TASK REQUIREMENTS:
Among the entries that follow, the required portion opens with the line containing "middle pip: (873, 826)" and closes with the line containing "pinky dip: (1097, 1022)". Give that portion again exactly, and nothing else.

Skeletal landmark data
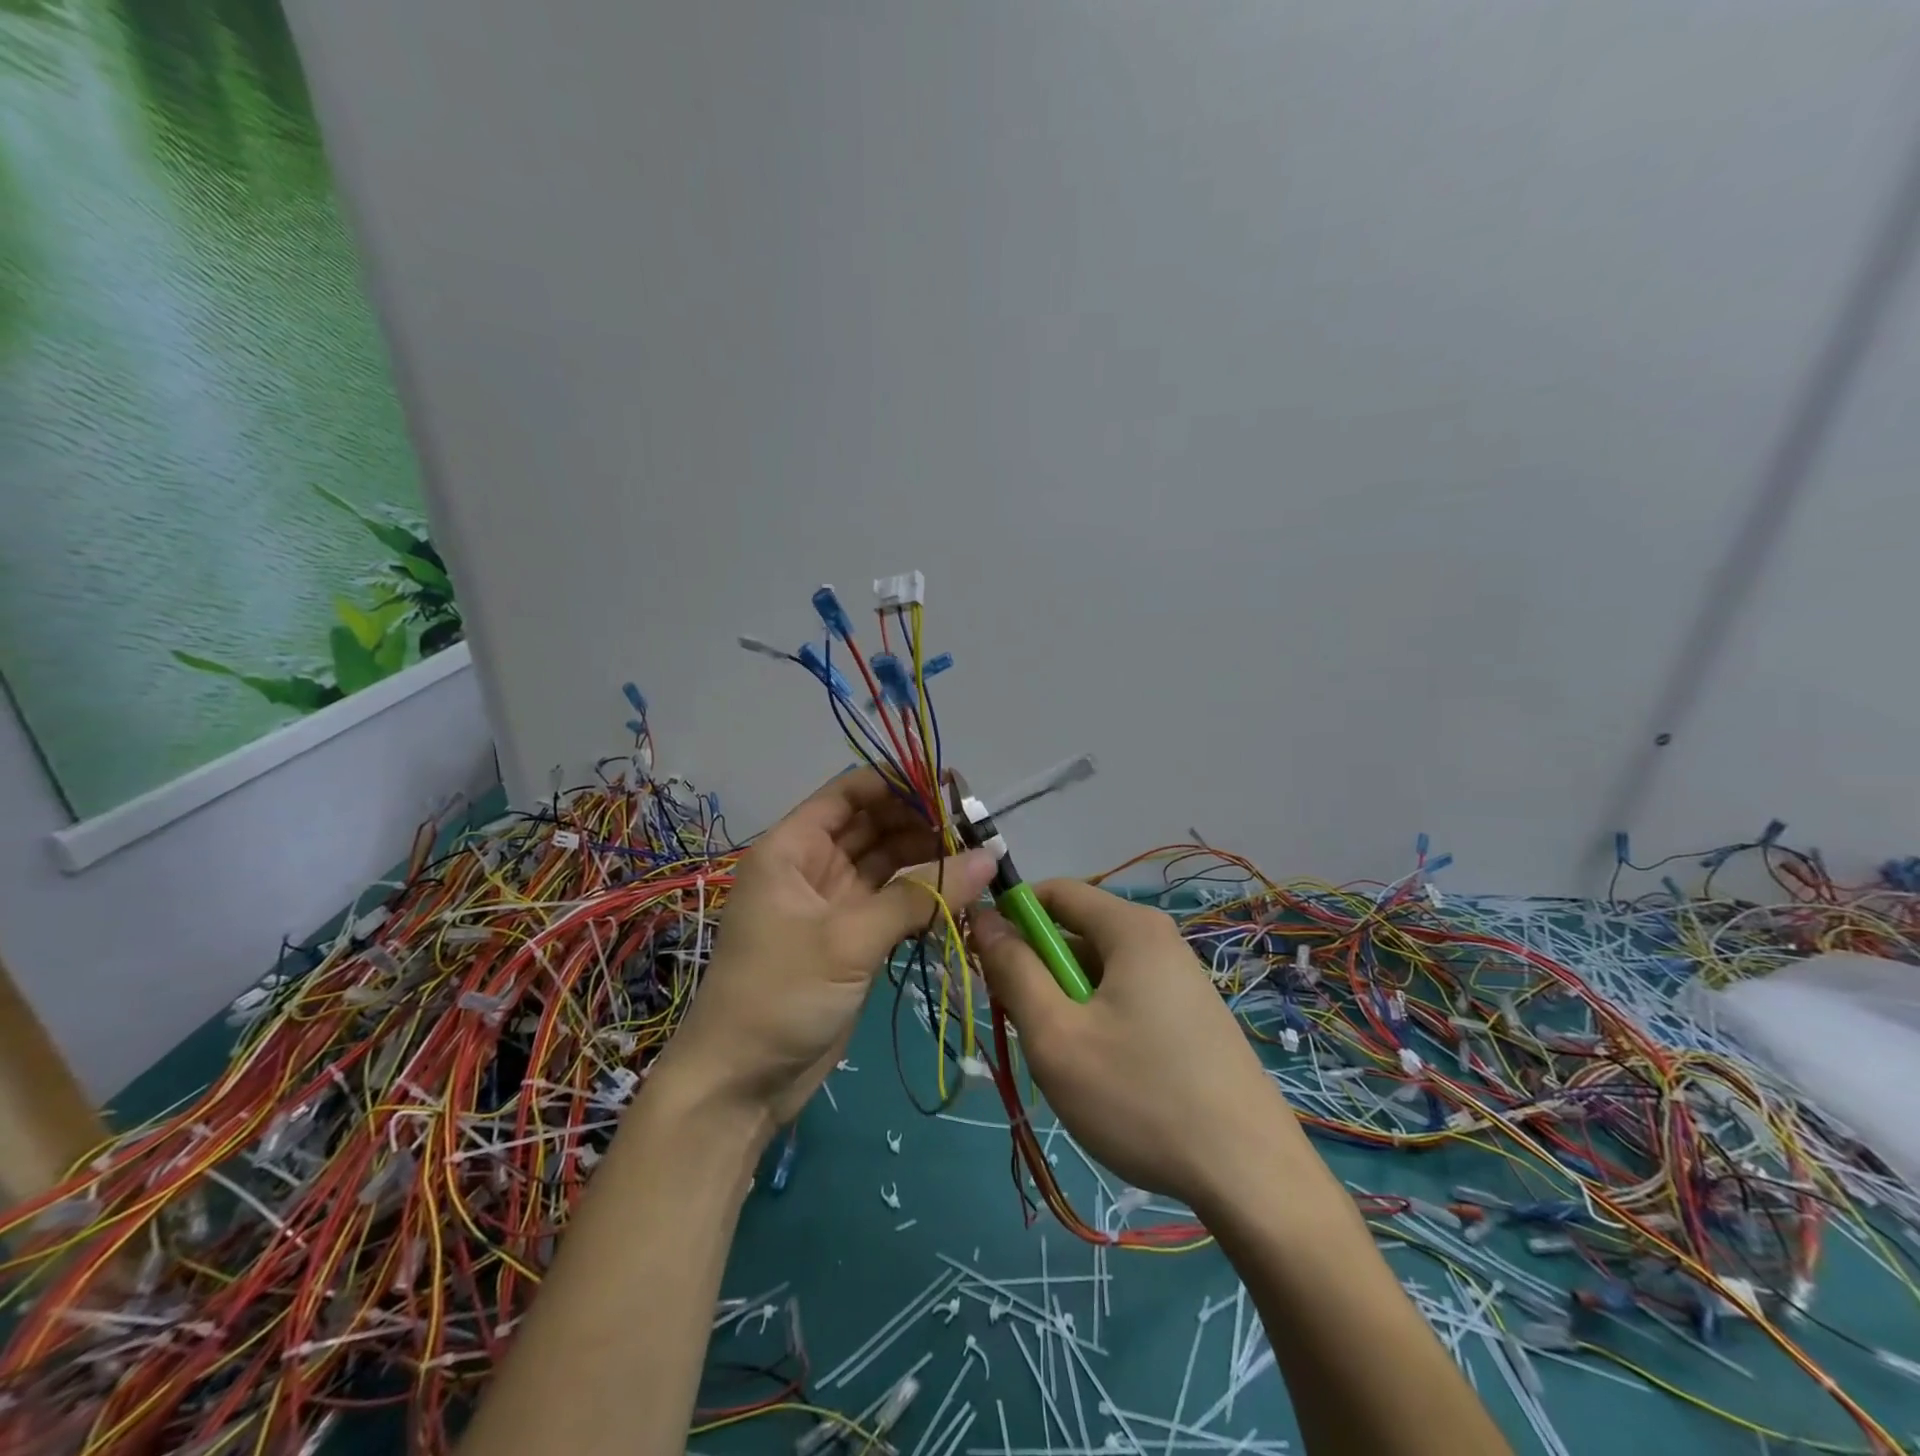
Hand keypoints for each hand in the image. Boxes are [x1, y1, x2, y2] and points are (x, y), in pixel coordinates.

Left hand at [656, 769, 996, 1128]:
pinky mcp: (852, 938)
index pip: (849, 793)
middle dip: (920, 822)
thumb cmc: (780, 994)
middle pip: (873, 826)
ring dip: (927, 859)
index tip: (949, 785)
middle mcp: (813, 866)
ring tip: (978, 857)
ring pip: (887, 865)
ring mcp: (833, 904)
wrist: (741, 1084)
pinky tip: (960, 894)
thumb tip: (989, 858)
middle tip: (975, 827)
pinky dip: (923, 897)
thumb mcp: (849, 938)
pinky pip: (893, 903)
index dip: (897, 783)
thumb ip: (920, 895)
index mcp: (792, 848)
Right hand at [972, 879, 1306, 1210]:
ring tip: (1064, 1062)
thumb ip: (1013, 971)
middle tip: (1022, 1027)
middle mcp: (1159, 939)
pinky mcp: (1191, 1016)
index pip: (1054, 892)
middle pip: (1076, 932)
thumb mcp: (1057, 1035)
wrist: (1251, 1178)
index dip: (1010, 917)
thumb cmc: (1141, 1097)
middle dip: (1038, 970)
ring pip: (1098, 972)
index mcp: (1130, 927)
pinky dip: (1097, 1022)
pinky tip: (1102, 1076)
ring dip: (1066, 1003)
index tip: (984, 963)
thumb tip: (983, 918)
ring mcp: (1180, 979)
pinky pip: (1125, 997)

PROBLEM SOLUTION:
middle pip: (873, 826)
ring dip: (927, 859)
index tip: (949, 785)
middle mcp: (813, 866)
ring tip: (978, 857)
ring pip: (887, 865)
ring mcp: (833, 904)
wrist: (741, 1084)
pinky tip: (960, 894)
thumb tip: (989, 858)
middle tip: (975, 827)
pinky dip: (923, 897)
thumb mcp: (849, 938)
pinky pip: (893, 903)
index dip: (897, 783)
thumb ip: (920, 895)
index mcp: (792, 848)
Right hand at [972, 879, 1306, 1210]:
ring tip: (1064, 1062)
thumb ip: (1013, 971)
middle tip: (1022, 1027)
middle mcp: (1159, 939)
pinky mcp: (1191, 1016)
index pip: (1054, 892)
middle pip: (1076, 932)
thumb mcp: (1057, 1035)
wrist: (1251, 1178)
index dip: (1010, 917)
thumb cmc: (1141, 1097)
middle dip: (1038, 970)
ring pip: (1098, 972)
index mcp: (1130, 927)
pinky dip: (1097, 1022)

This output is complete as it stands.